**BRIEF:** Using the data beneath this instruction, retype only the lines from the one that contains "display:grid; place-items:center; flex:none;" down to the one that contains "height:18px; border-radius:9px; background:#9c671e", both included, exactly as they appear.

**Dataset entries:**
== Segment start ==

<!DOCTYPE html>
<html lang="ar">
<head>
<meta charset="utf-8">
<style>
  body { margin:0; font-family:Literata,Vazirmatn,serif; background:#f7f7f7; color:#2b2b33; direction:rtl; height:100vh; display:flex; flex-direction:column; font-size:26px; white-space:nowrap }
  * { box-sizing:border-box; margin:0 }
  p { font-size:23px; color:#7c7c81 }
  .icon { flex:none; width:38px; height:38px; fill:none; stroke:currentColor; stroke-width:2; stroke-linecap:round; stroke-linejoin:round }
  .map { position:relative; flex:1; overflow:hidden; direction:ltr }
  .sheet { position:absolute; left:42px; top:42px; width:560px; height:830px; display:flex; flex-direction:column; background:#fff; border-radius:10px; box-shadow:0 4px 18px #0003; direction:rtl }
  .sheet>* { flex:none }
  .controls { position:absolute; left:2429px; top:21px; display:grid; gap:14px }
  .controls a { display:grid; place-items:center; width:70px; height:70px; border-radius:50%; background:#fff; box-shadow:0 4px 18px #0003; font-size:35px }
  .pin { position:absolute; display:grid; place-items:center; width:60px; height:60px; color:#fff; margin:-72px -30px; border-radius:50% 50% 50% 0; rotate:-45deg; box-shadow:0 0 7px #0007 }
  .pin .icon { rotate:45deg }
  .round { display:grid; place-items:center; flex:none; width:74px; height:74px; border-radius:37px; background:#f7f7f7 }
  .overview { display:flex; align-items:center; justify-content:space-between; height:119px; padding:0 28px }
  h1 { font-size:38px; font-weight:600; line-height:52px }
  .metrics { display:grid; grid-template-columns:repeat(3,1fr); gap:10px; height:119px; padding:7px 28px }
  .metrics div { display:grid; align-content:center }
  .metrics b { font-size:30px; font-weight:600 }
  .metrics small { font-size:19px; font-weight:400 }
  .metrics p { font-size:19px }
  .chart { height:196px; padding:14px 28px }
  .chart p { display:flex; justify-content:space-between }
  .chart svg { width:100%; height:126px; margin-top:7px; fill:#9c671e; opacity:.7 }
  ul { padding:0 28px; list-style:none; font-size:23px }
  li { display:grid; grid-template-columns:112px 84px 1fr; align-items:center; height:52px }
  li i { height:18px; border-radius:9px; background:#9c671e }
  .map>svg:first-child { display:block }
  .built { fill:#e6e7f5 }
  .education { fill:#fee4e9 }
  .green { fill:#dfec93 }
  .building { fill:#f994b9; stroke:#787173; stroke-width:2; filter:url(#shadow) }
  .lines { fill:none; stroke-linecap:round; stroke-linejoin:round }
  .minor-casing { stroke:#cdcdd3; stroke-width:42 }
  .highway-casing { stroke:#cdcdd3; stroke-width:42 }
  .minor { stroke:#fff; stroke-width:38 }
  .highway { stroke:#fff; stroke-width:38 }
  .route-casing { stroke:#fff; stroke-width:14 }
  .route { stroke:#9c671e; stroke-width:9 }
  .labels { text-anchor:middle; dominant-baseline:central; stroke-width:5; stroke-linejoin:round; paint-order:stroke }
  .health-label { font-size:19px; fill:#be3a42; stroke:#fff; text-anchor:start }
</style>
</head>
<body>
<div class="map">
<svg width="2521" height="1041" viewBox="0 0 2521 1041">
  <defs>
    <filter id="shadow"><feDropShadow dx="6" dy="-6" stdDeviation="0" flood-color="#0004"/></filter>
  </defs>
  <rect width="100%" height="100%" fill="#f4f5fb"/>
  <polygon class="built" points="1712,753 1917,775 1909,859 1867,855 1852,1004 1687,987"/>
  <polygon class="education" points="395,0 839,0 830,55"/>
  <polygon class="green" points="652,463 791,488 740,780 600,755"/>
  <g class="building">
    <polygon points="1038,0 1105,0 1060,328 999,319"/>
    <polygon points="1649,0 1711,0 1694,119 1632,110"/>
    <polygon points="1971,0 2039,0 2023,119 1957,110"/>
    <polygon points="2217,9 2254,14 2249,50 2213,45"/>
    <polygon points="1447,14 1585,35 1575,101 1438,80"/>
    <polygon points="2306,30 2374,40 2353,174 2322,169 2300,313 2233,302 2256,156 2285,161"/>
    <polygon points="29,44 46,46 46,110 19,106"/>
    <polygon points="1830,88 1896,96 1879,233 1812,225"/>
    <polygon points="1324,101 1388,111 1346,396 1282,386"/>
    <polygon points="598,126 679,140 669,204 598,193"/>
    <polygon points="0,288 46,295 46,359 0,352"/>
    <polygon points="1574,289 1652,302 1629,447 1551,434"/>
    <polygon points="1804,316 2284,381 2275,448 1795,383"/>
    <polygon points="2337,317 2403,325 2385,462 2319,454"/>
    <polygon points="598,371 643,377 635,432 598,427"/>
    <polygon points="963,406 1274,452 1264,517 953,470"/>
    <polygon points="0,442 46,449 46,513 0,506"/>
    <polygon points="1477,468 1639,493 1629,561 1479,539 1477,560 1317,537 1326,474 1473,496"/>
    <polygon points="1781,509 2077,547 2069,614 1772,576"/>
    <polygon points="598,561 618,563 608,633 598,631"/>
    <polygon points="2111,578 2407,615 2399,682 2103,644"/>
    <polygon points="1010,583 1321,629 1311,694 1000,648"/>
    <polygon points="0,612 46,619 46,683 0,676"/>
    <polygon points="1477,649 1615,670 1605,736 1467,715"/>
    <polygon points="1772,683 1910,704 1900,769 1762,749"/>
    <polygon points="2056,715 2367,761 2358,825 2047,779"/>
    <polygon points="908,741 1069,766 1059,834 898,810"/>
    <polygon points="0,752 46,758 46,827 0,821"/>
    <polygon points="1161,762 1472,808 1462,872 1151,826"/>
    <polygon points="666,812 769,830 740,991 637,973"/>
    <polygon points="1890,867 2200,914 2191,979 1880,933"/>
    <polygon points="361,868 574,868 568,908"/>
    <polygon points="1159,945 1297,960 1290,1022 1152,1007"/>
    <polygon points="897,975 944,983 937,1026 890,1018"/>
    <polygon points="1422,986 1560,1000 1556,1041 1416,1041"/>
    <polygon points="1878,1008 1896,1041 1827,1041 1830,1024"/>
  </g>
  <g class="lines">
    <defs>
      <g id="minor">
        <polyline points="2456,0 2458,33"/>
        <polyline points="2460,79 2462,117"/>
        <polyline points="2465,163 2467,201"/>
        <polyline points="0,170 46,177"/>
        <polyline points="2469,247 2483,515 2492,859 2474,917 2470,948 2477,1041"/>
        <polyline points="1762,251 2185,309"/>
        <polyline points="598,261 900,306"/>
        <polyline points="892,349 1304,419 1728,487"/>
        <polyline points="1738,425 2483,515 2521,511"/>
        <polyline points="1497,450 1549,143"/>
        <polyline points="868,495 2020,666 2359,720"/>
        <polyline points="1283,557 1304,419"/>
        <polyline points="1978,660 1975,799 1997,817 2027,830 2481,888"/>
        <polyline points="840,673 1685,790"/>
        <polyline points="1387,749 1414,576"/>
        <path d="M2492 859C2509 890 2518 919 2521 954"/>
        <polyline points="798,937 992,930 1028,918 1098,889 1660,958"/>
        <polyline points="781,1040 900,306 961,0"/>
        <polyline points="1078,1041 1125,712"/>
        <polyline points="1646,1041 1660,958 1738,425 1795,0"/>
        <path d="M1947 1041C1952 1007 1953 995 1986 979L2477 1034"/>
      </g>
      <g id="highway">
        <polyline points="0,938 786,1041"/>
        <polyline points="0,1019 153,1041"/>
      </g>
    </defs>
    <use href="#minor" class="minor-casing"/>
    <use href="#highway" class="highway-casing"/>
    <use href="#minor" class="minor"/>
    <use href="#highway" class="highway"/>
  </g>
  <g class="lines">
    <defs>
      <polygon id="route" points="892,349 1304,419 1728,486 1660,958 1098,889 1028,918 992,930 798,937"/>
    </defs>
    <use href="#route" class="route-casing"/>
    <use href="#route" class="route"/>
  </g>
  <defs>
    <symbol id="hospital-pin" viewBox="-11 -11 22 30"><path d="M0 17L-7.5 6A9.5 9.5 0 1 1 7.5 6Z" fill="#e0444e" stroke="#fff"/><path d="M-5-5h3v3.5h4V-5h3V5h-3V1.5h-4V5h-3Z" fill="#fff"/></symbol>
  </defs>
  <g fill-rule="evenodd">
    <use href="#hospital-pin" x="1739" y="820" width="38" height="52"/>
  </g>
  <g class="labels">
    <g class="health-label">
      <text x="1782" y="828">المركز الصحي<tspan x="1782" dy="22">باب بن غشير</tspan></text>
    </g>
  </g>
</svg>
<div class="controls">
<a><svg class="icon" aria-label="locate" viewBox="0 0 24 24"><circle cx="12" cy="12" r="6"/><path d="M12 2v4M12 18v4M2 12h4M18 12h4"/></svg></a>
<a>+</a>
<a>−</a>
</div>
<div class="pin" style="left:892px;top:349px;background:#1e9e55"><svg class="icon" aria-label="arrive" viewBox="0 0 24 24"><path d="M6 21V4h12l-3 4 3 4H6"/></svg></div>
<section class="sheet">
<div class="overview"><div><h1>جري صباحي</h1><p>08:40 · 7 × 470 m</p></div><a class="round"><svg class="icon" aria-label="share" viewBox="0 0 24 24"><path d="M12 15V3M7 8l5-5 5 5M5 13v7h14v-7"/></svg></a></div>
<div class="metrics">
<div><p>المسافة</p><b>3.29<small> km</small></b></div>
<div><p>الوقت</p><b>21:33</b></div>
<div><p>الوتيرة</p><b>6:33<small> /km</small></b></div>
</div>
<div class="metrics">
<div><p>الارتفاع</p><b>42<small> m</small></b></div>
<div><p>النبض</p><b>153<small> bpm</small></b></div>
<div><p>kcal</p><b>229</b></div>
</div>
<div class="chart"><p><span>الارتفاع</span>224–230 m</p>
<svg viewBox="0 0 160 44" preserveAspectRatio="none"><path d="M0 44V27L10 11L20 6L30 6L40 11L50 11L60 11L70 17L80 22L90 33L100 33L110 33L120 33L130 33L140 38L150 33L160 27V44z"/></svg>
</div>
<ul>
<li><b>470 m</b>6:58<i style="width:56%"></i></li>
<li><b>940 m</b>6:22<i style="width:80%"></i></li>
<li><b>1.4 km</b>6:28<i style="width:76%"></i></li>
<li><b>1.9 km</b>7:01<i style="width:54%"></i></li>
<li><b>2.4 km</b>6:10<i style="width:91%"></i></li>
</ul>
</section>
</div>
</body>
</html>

== Segment end ==

**SOLUTION BELOW:**
  .round { display:grid; place-items:center; flex:none; width:74px; height:74px; border-radius:37px; background:#f7f7f7 }
  .overview { display:flex; align-items:center; justify-content:space-between; height:119px; padding:0 28px }
  h1 { font-size:38px; font-weight:600; line-height:52px }
  .metrics { display:grid; grid-template-columns:repeat(3,1fr); gap:10px; height:119px; padding:7px 28px }
  .metrics div { display:grid; align-content:center }
  .metrics b { font-size:30px; font-weight:600 }
  .metrics small { font-size:19px; font-weight:400 }
  .metrics p { font-size:19px }
  .chart { height:196px; padding:14px 28px }
  .chart p { display:flex; justify-content:space-between }
  .chart svg { width:100%; height:126px; margin-top:7px; fill:#9c671e; opacity:.7 }
  ul { padding:0 28px; list-style:none; font-size:23px }
  li { display:grid; grid-template-columns:112px 84px 1fr; align-items:center; height:52px }
  li i { height:18px; border-radius:9px; background:#9c671e }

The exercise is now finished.